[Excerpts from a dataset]
= = =

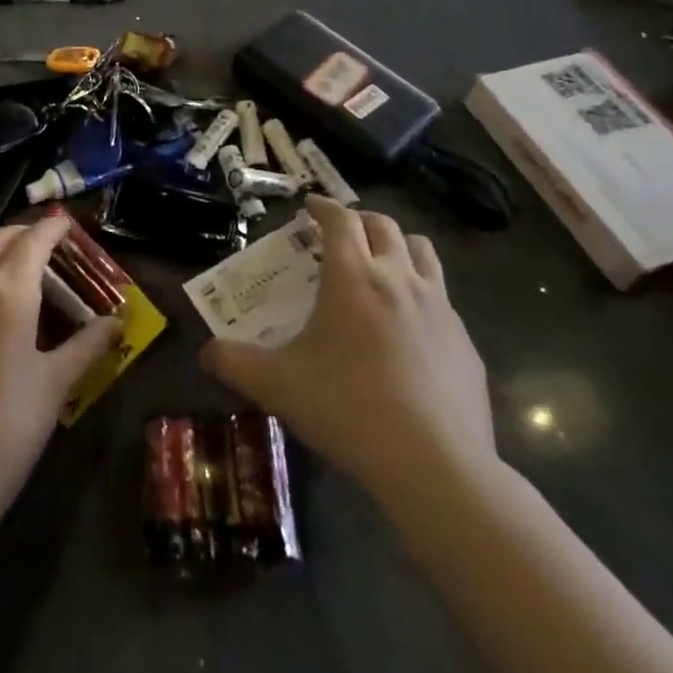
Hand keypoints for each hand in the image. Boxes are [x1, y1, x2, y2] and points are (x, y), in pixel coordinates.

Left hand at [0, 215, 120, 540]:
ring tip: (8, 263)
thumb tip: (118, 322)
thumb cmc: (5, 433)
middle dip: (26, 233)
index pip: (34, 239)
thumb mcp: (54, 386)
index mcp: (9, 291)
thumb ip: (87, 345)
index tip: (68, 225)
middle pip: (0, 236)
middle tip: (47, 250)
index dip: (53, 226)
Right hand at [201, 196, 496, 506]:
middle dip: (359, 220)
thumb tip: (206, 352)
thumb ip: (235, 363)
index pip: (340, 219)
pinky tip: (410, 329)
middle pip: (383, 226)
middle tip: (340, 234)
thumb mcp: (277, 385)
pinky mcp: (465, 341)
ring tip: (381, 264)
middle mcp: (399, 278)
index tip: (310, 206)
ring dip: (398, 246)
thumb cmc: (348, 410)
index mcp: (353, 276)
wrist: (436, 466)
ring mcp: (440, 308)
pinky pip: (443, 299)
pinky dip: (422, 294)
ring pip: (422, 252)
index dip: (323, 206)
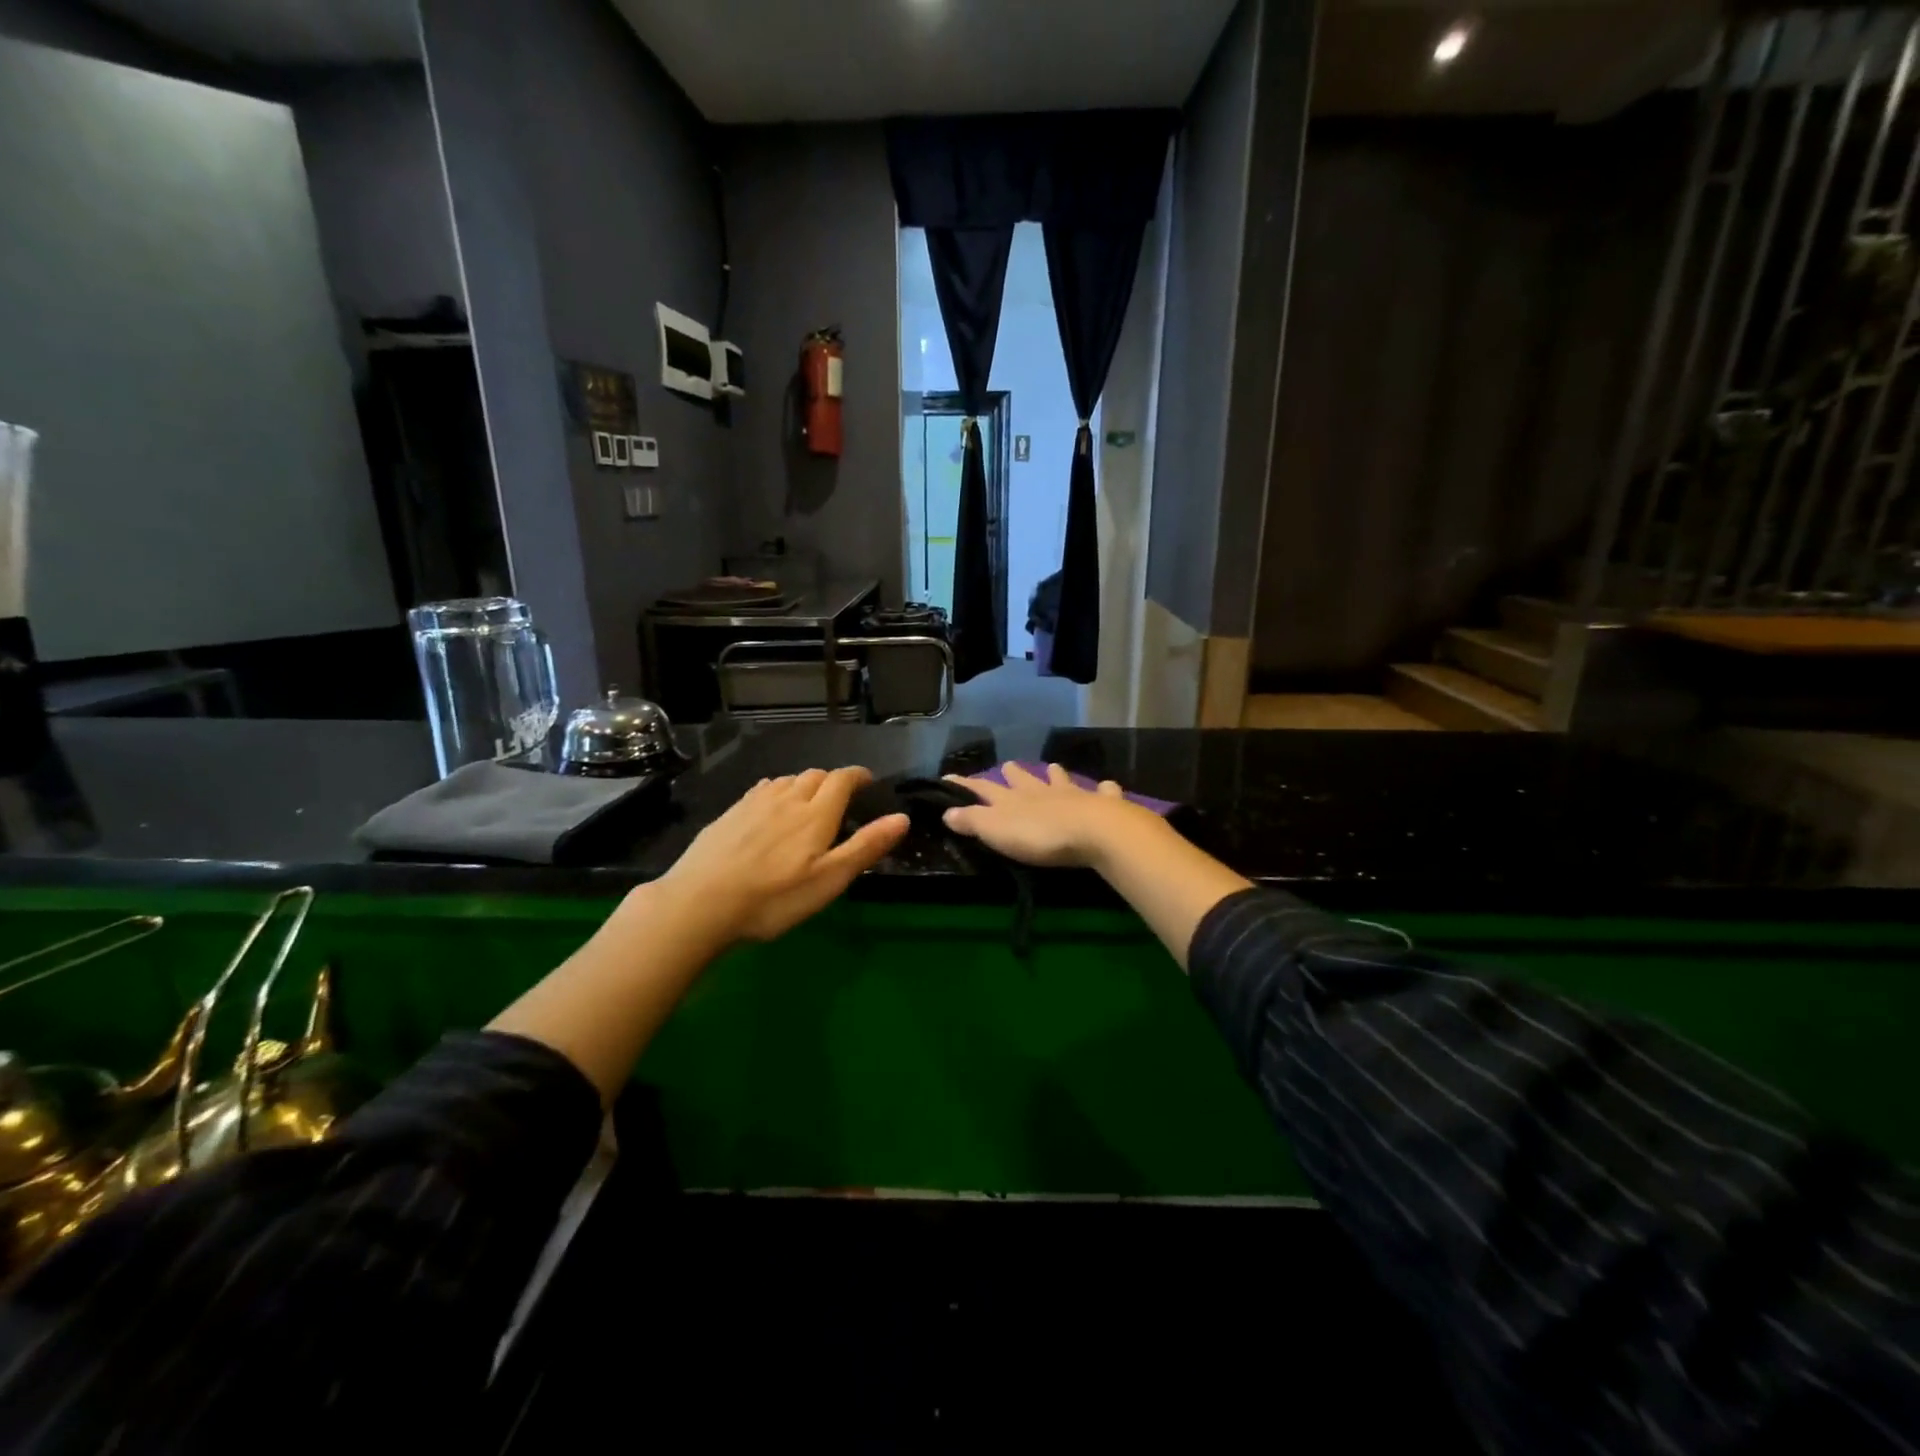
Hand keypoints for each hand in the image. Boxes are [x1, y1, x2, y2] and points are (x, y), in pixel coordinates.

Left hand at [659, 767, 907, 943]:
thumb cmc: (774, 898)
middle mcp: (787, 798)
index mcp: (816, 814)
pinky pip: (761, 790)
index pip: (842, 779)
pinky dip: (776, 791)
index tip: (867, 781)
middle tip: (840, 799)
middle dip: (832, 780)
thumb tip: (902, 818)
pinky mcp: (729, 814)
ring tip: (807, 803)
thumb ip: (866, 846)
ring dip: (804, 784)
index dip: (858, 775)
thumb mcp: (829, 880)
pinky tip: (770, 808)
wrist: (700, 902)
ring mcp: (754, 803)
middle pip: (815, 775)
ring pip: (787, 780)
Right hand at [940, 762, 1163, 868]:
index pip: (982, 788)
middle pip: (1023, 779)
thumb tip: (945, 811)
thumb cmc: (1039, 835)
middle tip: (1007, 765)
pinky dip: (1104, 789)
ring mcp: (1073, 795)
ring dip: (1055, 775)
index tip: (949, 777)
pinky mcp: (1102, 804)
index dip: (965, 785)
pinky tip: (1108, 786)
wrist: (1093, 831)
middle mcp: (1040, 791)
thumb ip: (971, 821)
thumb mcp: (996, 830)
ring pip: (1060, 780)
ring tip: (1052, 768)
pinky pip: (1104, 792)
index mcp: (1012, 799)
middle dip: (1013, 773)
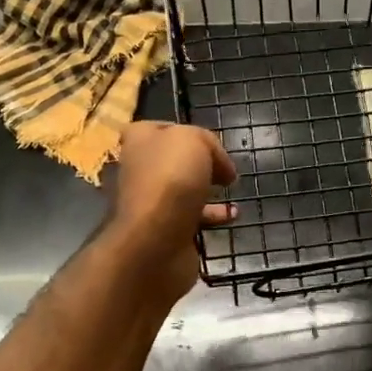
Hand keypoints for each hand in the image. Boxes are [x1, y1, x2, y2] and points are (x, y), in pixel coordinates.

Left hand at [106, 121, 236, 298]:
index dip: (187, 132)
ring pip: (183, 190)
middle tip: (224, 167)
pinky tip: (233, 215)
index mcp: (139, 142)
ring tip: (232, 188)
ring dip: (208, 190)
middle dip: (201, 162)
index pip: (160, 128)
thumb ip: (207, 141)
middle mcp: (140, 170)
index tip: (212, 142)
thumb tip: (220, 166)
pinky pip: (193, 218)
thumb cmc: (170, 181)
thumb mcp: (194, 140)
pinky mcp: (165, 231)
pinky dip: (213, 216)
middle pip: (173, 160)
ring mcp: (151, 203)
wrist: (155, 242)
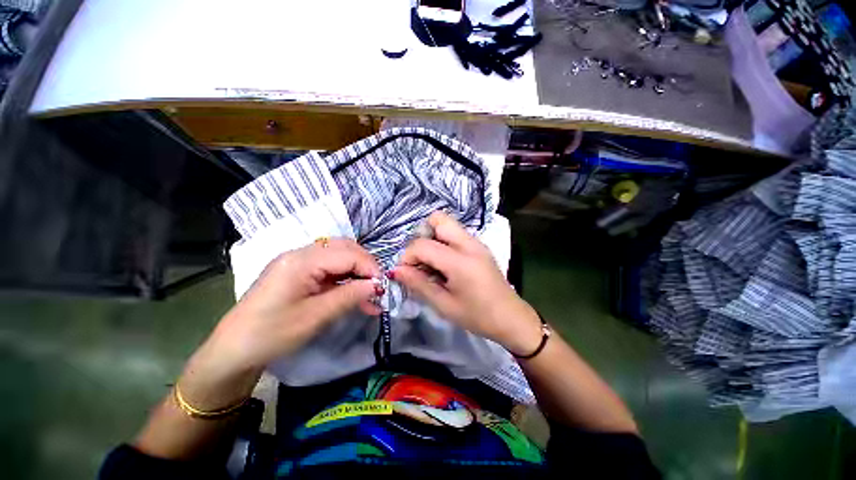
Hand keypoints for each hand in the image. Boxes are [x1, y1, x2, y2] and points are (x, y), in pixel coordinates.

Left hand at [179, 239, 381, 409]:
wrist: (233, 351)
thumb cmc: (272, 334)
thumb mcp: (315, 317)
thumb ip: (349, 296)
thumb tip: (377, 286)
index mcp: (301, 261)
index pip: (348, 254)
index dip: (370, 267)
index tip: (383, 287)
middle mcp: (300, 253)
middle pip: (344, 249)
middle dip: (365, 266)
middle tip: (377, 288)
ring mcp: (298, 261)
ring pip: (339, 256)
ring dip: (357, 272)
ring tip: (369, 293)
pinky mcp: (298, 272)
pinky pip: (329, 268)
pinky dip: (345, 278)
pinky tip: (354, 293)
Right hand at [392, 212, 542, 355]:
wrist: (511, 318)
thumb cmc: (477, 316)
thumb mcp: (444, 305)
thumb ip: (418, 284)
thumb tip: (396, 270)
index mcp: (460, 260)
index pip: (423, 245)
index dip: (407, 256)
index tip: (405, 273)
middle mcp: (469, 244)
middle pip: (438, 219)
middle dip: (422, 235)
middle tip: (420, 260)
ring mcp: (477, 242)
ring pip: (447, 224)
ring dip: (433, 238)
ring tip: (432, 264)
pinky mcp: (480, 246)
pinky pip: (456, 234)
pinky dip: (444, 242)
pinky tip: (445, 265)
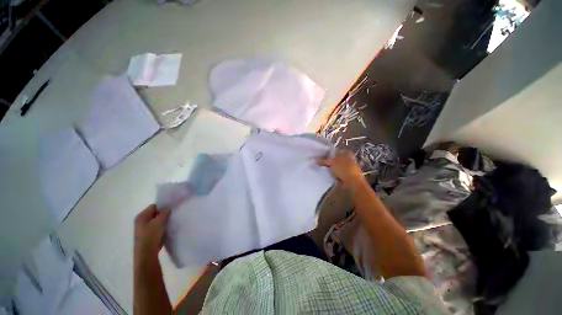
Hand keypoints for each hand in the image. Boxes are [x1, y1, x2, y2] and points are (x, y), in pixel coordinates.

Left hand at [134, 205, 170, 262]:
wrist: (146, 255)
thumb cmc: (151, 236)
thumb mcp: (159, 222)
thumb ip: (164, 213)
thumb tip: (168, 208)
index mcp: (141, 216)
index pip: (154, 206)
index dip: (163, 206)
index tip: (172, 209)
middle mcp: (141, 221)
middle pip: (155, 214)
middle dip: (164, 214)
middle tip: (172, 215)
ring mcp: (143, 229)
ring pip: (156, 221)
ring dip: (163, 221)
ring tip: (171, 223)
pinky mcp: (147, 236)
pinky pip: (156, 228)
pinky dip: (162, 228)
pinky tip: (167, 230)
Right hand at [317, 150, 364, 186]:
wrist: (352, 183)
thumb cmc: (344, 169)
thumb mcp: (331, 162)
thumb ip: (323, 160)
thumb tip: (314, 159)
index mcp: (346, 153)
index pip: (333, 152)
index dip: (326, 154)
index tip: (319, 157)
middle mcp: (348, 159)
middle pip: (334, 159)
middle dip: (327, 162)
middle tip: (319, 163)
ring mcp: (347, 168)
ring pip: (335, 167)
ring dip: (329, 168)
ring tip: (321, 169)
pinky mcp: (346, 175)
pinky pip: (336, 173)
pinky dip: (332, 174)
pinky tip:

= = =

EXERCISE PROMPT — Repeat the records in full, exactly as they appear, but with the pictures removed.

RESPONSE FOR THIS EXERCISE —
Hand keypoints for each hand in the image. Boxes are [x1, y1, x2, y2] and points are (x, y), in pixel coordinates.

Left hand at [0, 215, 120, 540]:
ring tip: (8, 263)
thumb tip: (118, 322)
thumb cmc: (5, 433)
middle dip: (26, 233)
index pip: (34, 239)
thumb mcp: (54, 386)
index mcp: (9, 291)
thumb ip: (87, 345)
index tip: (68, 225)
middle pip: (0, 236)
middle tip: (47, 250)
index dip: (53, 226)
Right hand at [201, 196, 496, 506]:
middle dip: (359, 220)
thumb tip: (206, 352)
thumb ip: (235, 363)
index pip: (340, 219)
pinky tip: (410, 329)
middle pip: (383, 226)
middle tip: (340, 234)
thumb mcp: (277, 385)
pinky mcp: (465, 341)
ring tip: (381, 264)
middle mcp: (399, 278)
index tip: (310, 206)
ring dip: (398, 246)
thumb cmc: (348, 410)
index mcp: (353, 276)
wrist: (436, 466)
ring mcp: (440, 308)
pinky pip: (443, 299)
pinky dip: (422, 294)
ring pip: (422, 252)
index dip: (323, 206)
Hand keypoints for each hand in the image. Boxes are [x1, y1, x2, y2] and points are (x, y), in pixel coordinates.

Left hand at [659, 767, 907, 943]:
thumb cmc: (774, 898)
middle mcp: (787, 798)
index mcp: (816, 814)
pinky pip: (761, 790)
index pip: (842, 779)
pinky dip: (776, 791)
index tip: (867, 781)
middle tip: (840, 799)
middle dip: (832, 780)
thumb tip: (902, 818)
pinky mcp: (729, 814)
ring tip: (807, 803)
thumb ip: (866, 846)
ring dip: (804, 784)
index dip: (858, 775)
thumb mcp: (829, 880)
pinky tip: (770, 808)
wrist: (700, 902)
ring mcp: (754, 803)
middle pip: (815, 775)
ring pip: (787, 780)
Right hand at [940, 762, 1163, 868]:
index pip: (982, 788)
middle pip: (1023, 779)
thumb tip: (945, 811)
thumb cmc: (1039, 835)
middle tip: (1007, 765)
pinky dip: (1104, 789)
ring mcp: (1073, 795)
ring dip: (1055, 775)
index tip: (949, 777)
pinky mcp: (1102, 804)
index dip: (965, 785)
pinky tip: (1108, 786)
wrist: (1093, 831)
middle mcp: (1040, 791)
thumb ip: (971, 821)
thumb mcp: (996, 830)
ring pip: (1060, 780)
ring tip: (1052, 768)
pinky pip: (1104, 792)
index mcp: (1012, 799)
middle dip: (1013, 773)
Hand keypoints for each hand in the image. Boxes are [x1, y1, x2, y2] and points are (x, y), in pixel coordinates.

Left hand at [106, 121, 236, 298]:
index dip: (187, 132)
ring pip: (183, 190)
middle tip: (224, 167)
pinky tip: (233, 215)
index mcp: (139, 142)
ring tip: (232, 188)
ring dip: (208, 190)
middle dip: (201, 162)
index pip: (160, 128)
thumb ip: (207, 141)
middle mcp: (140, 170)
index tip: (212, 142)
thumb tip: (220, 166)
pinky pip: (193, 218)
thumb cmc: (170, 181)
thumb mcp: (194, 140)
pinky mcp: (165, 231)
pinky dip: (213, 216)
middle pip: (173, 160)
ring mcp: (151, 203)
wrist: (155, 242)
Hand keypoints for each hand in the image. Boxes are [x1, y1, x2, y2] and points are (x, y), in pixel coordinates.

Left hand at [179, 239, 381, 409]:
wrist: (233, 351)
thumb cmc: (272, 334)
thumb mcp: (315, 317)
thumb ip: (349, 296)
thumb tip: (377, 286)
index mcp: (301, 261)
index pip: (348, 254)
index dip: (370, 267)
index tip: (383, 287)
middle mcp: (300, 253)
middle pip: (344, 249)
middle dip: (365, 266)
middle tip: (377, 288)
ring mcp: (298, 261)
ring pip: (339, 256)
ring dip: (357, 272)
ring tip: (369, 293)
pinky mcp: (298, 272)
pinky pip: (329, 268)
pinky dip: (345, 278)
pinky tip: (354, 293)
Right hand at [392, 212, 542, 355]:
wrist: (511, 318)
thumb cmc: (477, 316)
thumb mcp: (444, 305)
thumb ip: (418, 284)
thumb tip: (396, 270)
index mcp: (460, 260)
index pip: (423, 245)
index dip: (407, 256)
index tip: (405, 273)
middle mcp: (469, 244)
middle pip: (438, 219)
middle dip: (422, 235)
middle tip: (420, 260)
ring mcp: (477, 242)
ring pip: (447, 224)
ring dip: (433, 238)
ring tip: (432, 264)
pinky mcp: (480, 246)
pinky pip: (456, 234)
pinky dip: (444, 242)
pinky tip: (445, 265)
Hand keypoints for each hand in the image. Boxes are [x1, y1, x2, y2] and points are (x, y), in pixel coordinates.

Left hand at [134, 205, 170, 262]:
wrist: (146, 255)
thumb cmc: (151, 236)
thumb mcp: (159, 222)
thumb ip: (164, 213)
thumb tip: (168, 208)
index mcp: (141, 216)
index pip: (154, 206)
index dip: (163, 206)
index tip: (172, 209)
middle mcp: (141, 221)
middle pip: (155, 214)
middle dip: (164, 214)
middle tip: (172, 215)
ring mcp: (143, 229)
ring pip: (156, 221)
ring dip: (163, 221)
ring tip: (171, 223)
pinky mcp: (147, 236)
pinky pip: (156, 228)
pinky dip: (162, 228)
pinky tip: (167, 230)
Right hand at [317, 150, 364, 186]:
wrist: (352, 183)
thumb cmc: (344, 169)
thumb mcp: (331, 162)
thumb ip: (323, 160)
thumb tip: (314, 159)
index mcp: (346, 153)
index pip: (333, 152)
index dip: (326, 154)
index tip: (319, 157)
middle mcp: (348, 159)
middle pip: (334, 159)
middle dip: (327, 162)
middle tip: (319, 163)
ring mcp: (347, 168)
ring pip: (335, 167)
ring dip: (329, 168)
ring tip: (321, 169)
pinky mcp: (346, 175)
pinky pip: (336, 173)
pinky dip: (332, 174)
pinky tip:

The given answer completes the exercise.